## PROBLEM STATEMENT
Transcribe every entry exactly; the images stay out.

## DATA FOR THIS EXERCISE

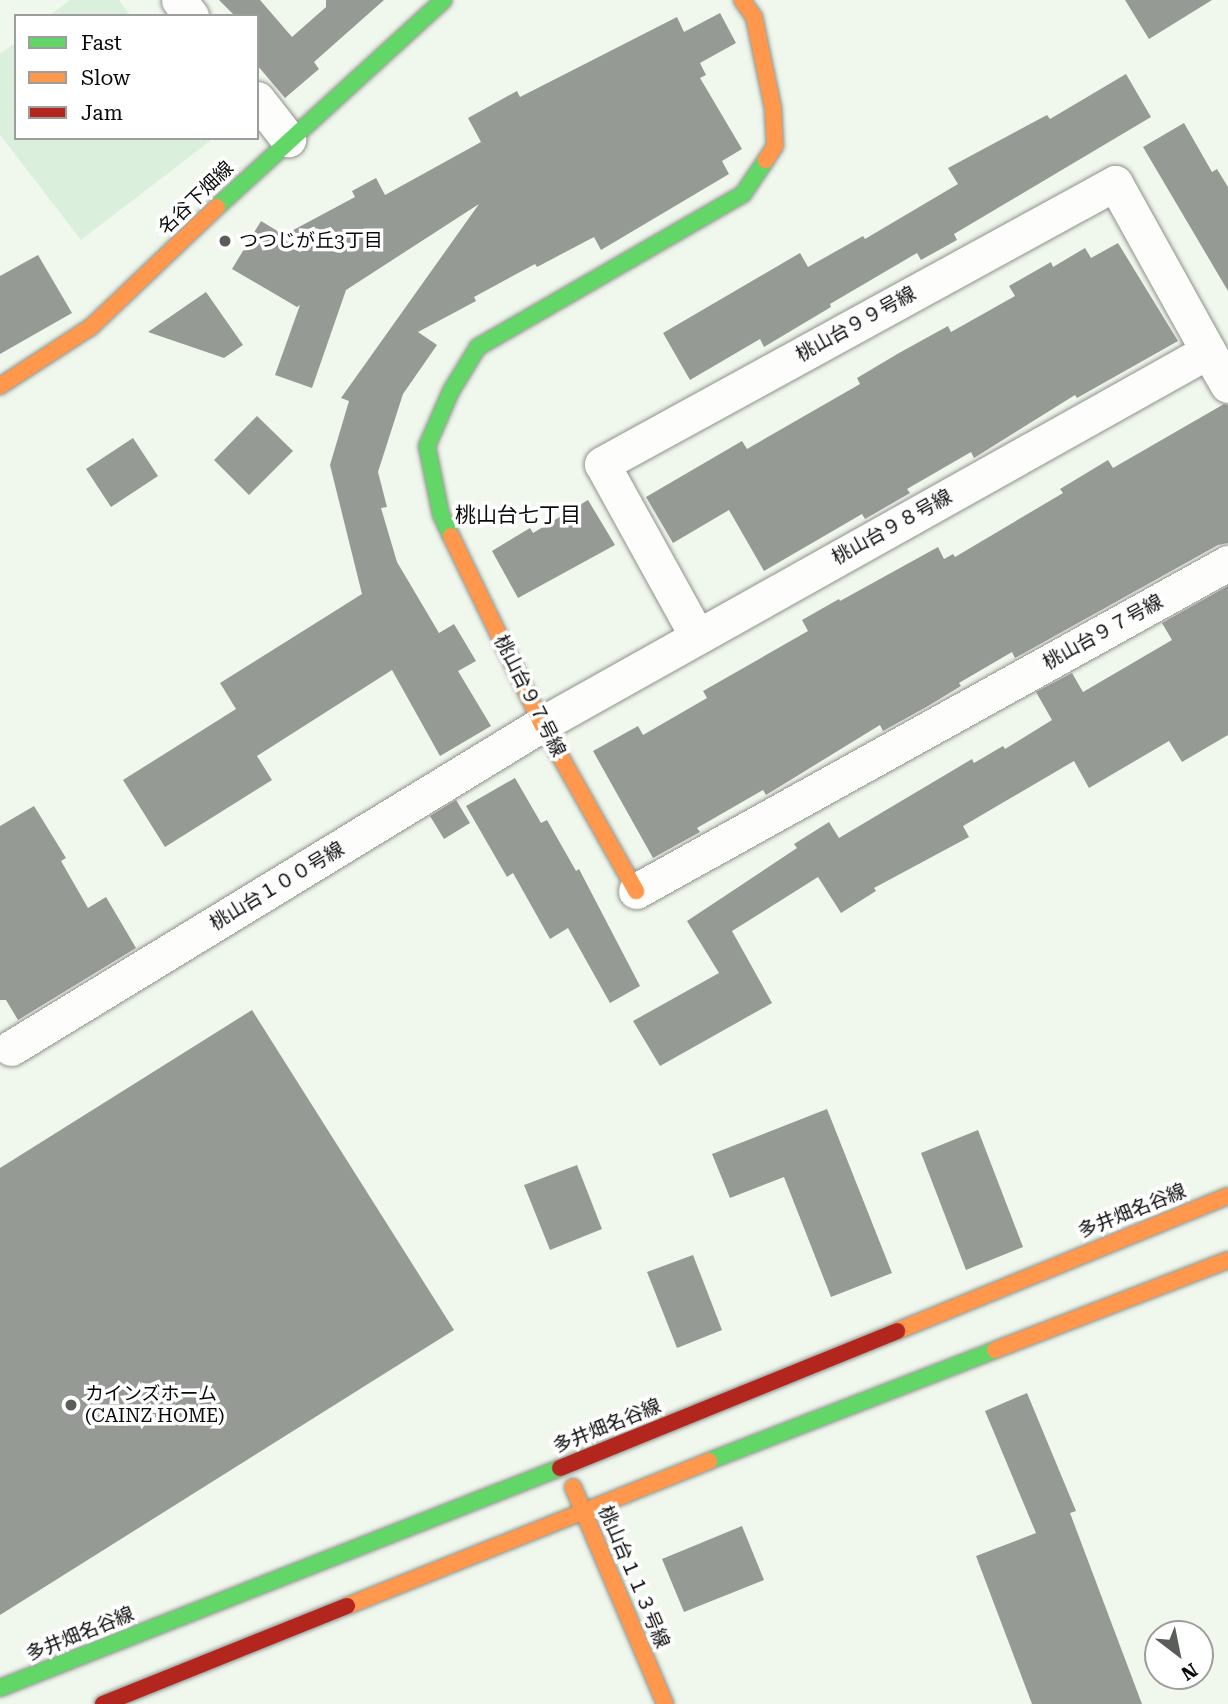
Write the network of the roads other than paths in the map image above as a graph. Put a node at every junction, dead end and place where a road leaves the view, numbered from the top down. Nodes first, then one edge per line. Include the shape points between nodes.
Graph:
1 (444, 0) edge
2 (742, 0) edge
3 (259, 102) edge
4 (288, 139) junction
5 (1208, 351) junction
6 (1228, 384) edge
7 (0, 386) edge
8 (1228, 563) edge
9 (697, 636) junction
10 (542, 724) junction
11 (636, 891) joint
12 (4, 1045) edge
13 (1228, 1196) edge
14 (1228, 1260) edge
15 (564, 1466) junction
16 (583, 1510) junction
17 (0, 1688) edge
18 (103, 1704) edge
19 (665, 1704) edge

1 - 4 street, 名谷下畑線
2 - 10 street, 桃山台９７号線 via 754,17 773,108 775,146 743,194 478,347 451,391 427,446 441,515
3 - 4 street
4 - 7 street, 名谷下畑線 via 91,327
5 - 6 street
5 - 9 street, 桃山台９８号線
5 - 9 street, 桃山台９９号線 via 1115,183 602,464
8 - 11 street, 桃山台９７号線
9 - 10 street, 桃山台９８号線
10 - 11 street, 桃山台９７号線
10 - 12 street, 桃山台１００号線
13 - 15 street, 多井畑名谷線
14 - 16 street
15 - 16 street, 桃山台１１３号線
15 - 17 street, 多井畑名谷線
16 - 18 street
16 - 19 street, 桃山台１１３号線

## RESPONSE
Write the network of the roads other than paths in the map image above as a graph. Put a node at every junction, dead end and place where a road leaves the view, numbered from the top down. Nodes first, then one edge per line. Include the shape points between nodes.
Graph:
1 (444, 0) edge
2 (742, 0) edge
3 (259, 102) edge
4 (288, 139) junction
5 (1208, 351) junction
6 (1228, 384) edge
7 (0, 386) edge
8 (1228, 563) edge
9 (697, 636) junction
10 (542, 724) junction
11 (636, 891) joint
12 (4, 1045) edge
13 (1228, 1196) edge
14 (1228, 1260) edge
15 (564, 1466) junction
16 (583, 1510) junction
17 (0, 1688) edge
18 (103, 1704) edge
19 (665, 1704) edge

1 - 4 street, 名谷下畑線
2 - 10 street, 桃山台９７号線 via 754,17 773,108 775,146 743,194 478,347 451,391 427,446 441,515
3 - 4 street
4 - 7 street, 名谷下畑線 via 91,327
5 - 6 street
5 - 9 street, 桃山台９８号線
5 - 9 street, 桃山台９９号線 via 1115,183 602,464
8 - 11 street, 桃山台９７号線
9 - 10 street, 桃山台９８号線
10 - 11 street, 桃山台９７号線
10 - 12 street, 桃山台１００号線
13 - 15 street, 多井畑名谷線
14 - 16 street
15 - 16 street, 桃山台１１３号線
15 - 17 street, 多井畑名谷線
16 - 18 street
16 - 19 street, 桃山台１１３号線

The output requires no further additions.